Zander stumbled over his words before saying, “The enemy had high ground. We launched our Striker but the Raven retreat was well-timed.”
Barnabas sat back in his chair and gestured for Gryphon to stand. “I’m not surprised to see you make Striker, Gryphon, son of Troy.”
Gryphon’s eyes nearly doubled in size. “Thank you, sir.” He kept his head down but a zing of pride filled his chest. His hard work had not gone unnoticed.
The clan chief said, “Your father was my Striker for a number of years. Did you know that, boy?”
Gryphon’s brow wrinkled. “I didn’t know you shared a mess unit.” No one had ever told him. Not even his mother.

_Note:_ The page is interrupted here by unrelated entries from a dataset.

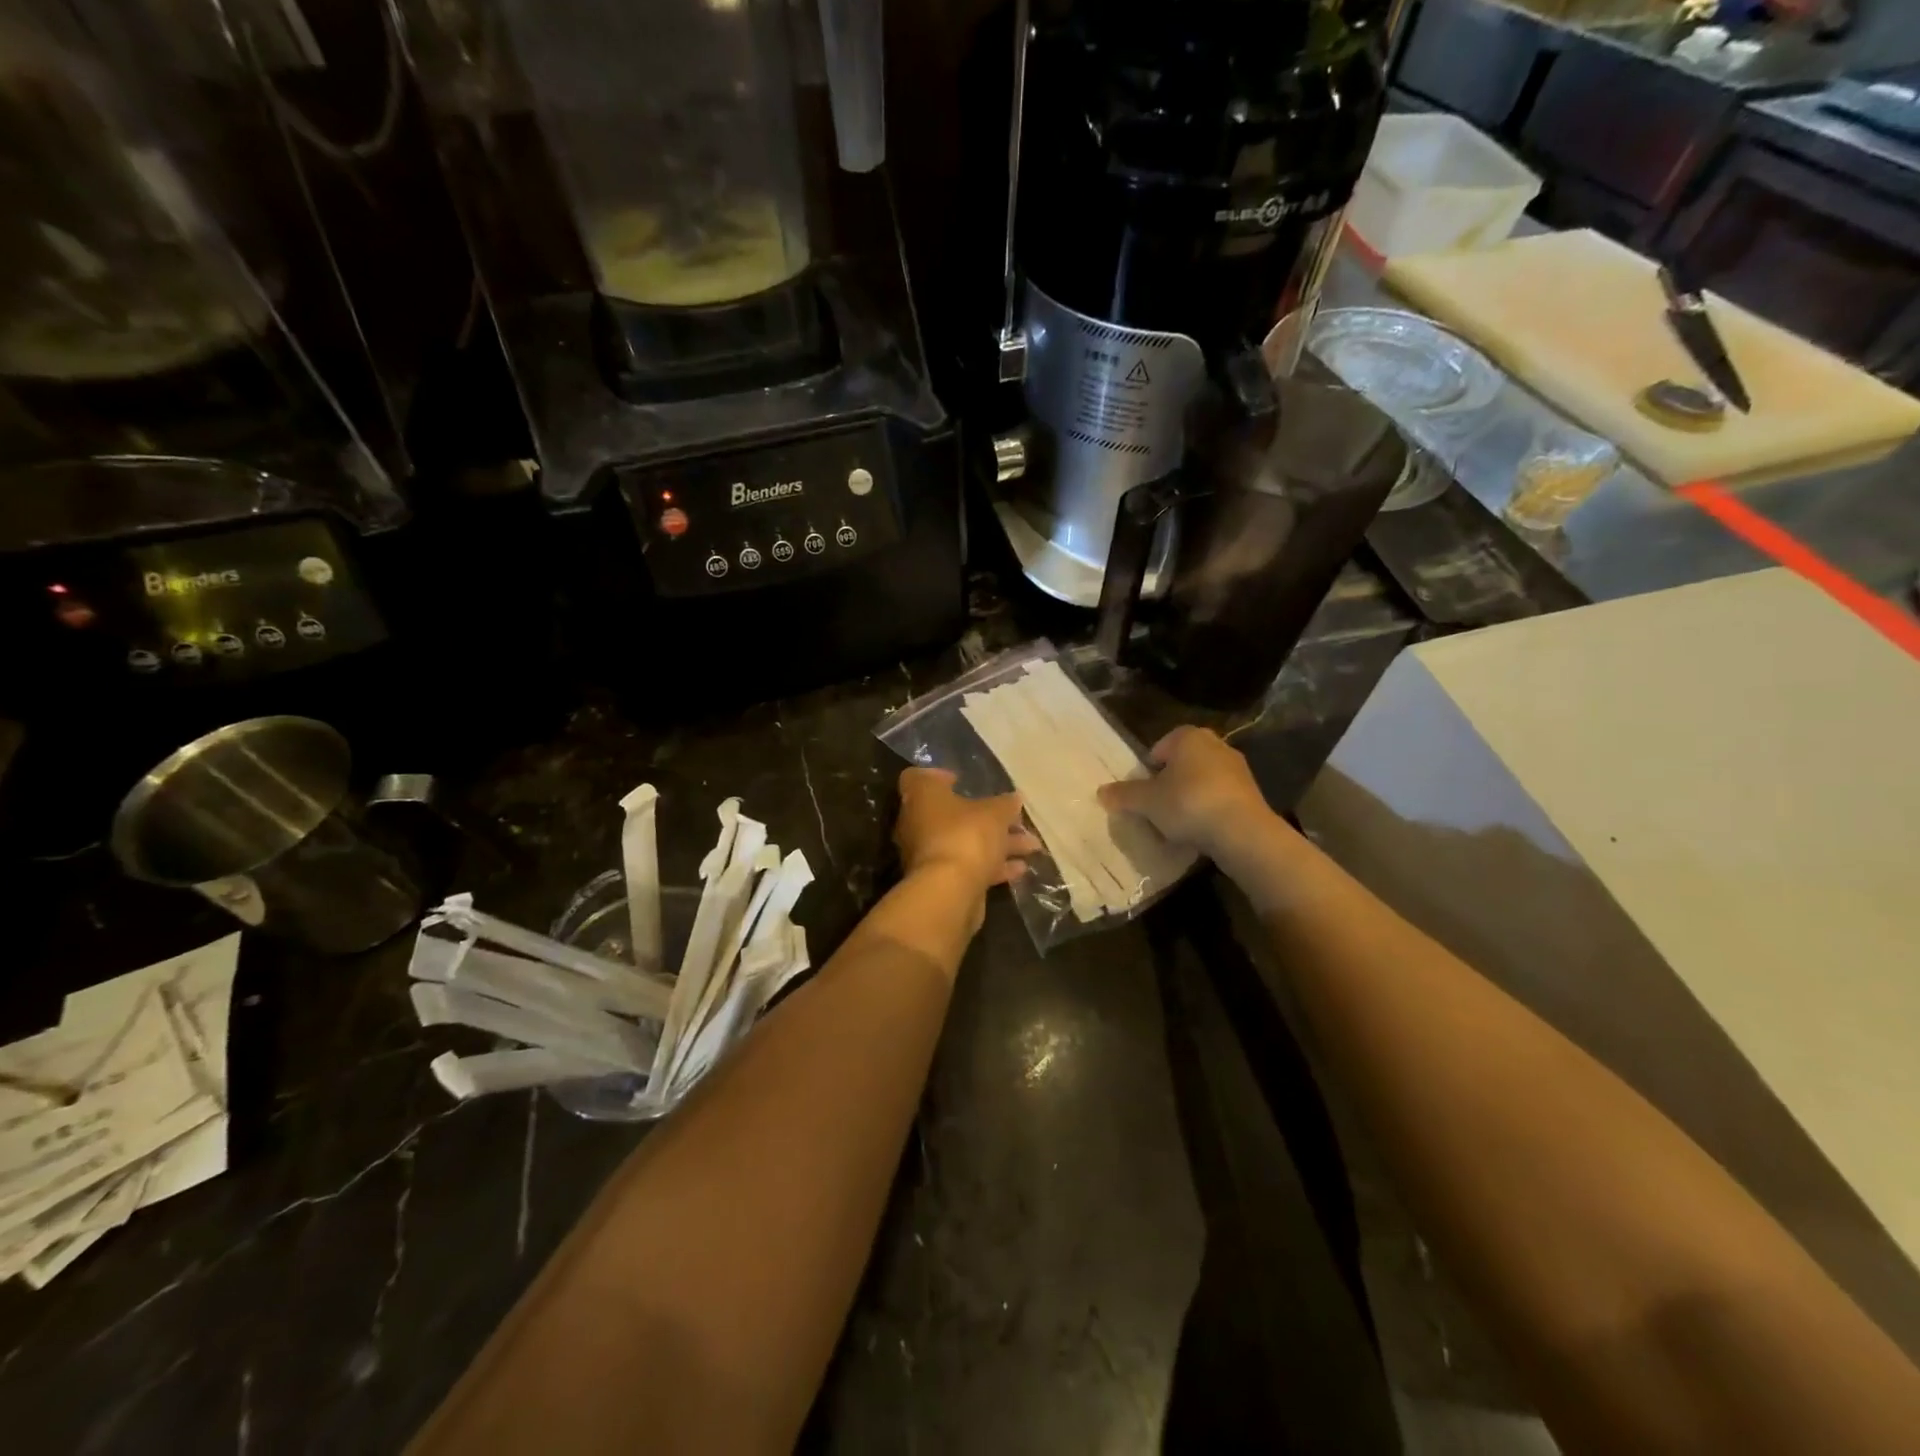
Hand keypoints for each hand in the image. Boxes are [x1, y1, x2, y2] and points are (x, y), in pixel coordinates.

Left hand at [894, 769, 1041, 898]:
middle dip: (985, 816)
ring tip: (1031, 845)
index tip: (960, 780)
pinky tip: (1021, 869)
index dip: (938, 776)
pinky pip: (968, 866)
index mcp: (921, 797)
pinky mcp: (940, 880)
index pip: (918, 778)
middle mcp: (918, 823)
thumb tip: (1014, 799)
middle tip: (1013, 818)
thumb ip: (1005, 805)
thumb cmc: (966, 835)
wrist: (949, 891)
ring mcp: (928, 854)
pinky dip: (992, 865)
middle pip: (950, 814)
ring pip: (964, 842)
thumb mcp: (994, 813)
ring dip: (997, 843)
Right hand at [1096, 726, 1279, 858]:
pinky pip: (1219, 798)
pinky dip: (1207, 810)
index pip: (1160, 747)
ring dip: (1188, 798)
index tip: (1143, 792)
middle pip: (1182, 764)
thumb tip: (1101, 792)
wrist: (1242, 831)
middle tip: (1156, 807)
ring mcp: (1237, 769)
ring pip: (1201, 781)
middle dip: (1169, 783)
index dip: (1147, 770)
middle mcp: (1215, 745)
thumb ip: (1124, 794)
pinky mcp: (1251, 793)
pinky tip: (1199, 831)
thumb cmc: (1188, 803)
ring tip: (1176, 824)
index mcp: (1188, 737)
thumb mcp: (1147, 801)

Gryphon’s father had been taken in a Wolf ambush when Gryphon was still a baby. Maybe the first Ram ever taken alive. He’d left his shield and dishonor behind as Gryphon’s inheritance.
“Troy never missed a mark.” Barnabas’ jowls shook as he laughed at the memory. Then, as swift as a changing tide, his laughter cut off and he leaned forward. Without an ounce of humor he said, “It’s a shame you didn’t inherit your father’s aim.”
Gryphon’s head sunk low again. The dishonor made it hard to breathe. What would Barnabas think if he knew the whole truth? That he intentionally spared the boy’s life?
Zander rested a hand on Gryphon’s shoulder. “There was no target, sir. As I said before, the Raven retreated before we could attack.”
“Excuses,” Barnabas grunted. “If there was one Wolf with the Raven, there will undoubtedly be more. We need to find that settlement.” He drummed his fingers on the horn-shaped desk. His eyes glazed over as he stared past them at the back wall of the room.
Gryphon and Zander exchanged uncertain glances. The Seer adjusted in her seat, scowling in their direction. An insect buzzed around the room, hovering from one end of the horn to the next. Gryphon’s legs complained from going so long without rest from their journey. He shifted his weight. The insect landed in front of Barnabas and without warning the chief slammed the bug with his fist, his eyes still eerily unfocused as he pondered.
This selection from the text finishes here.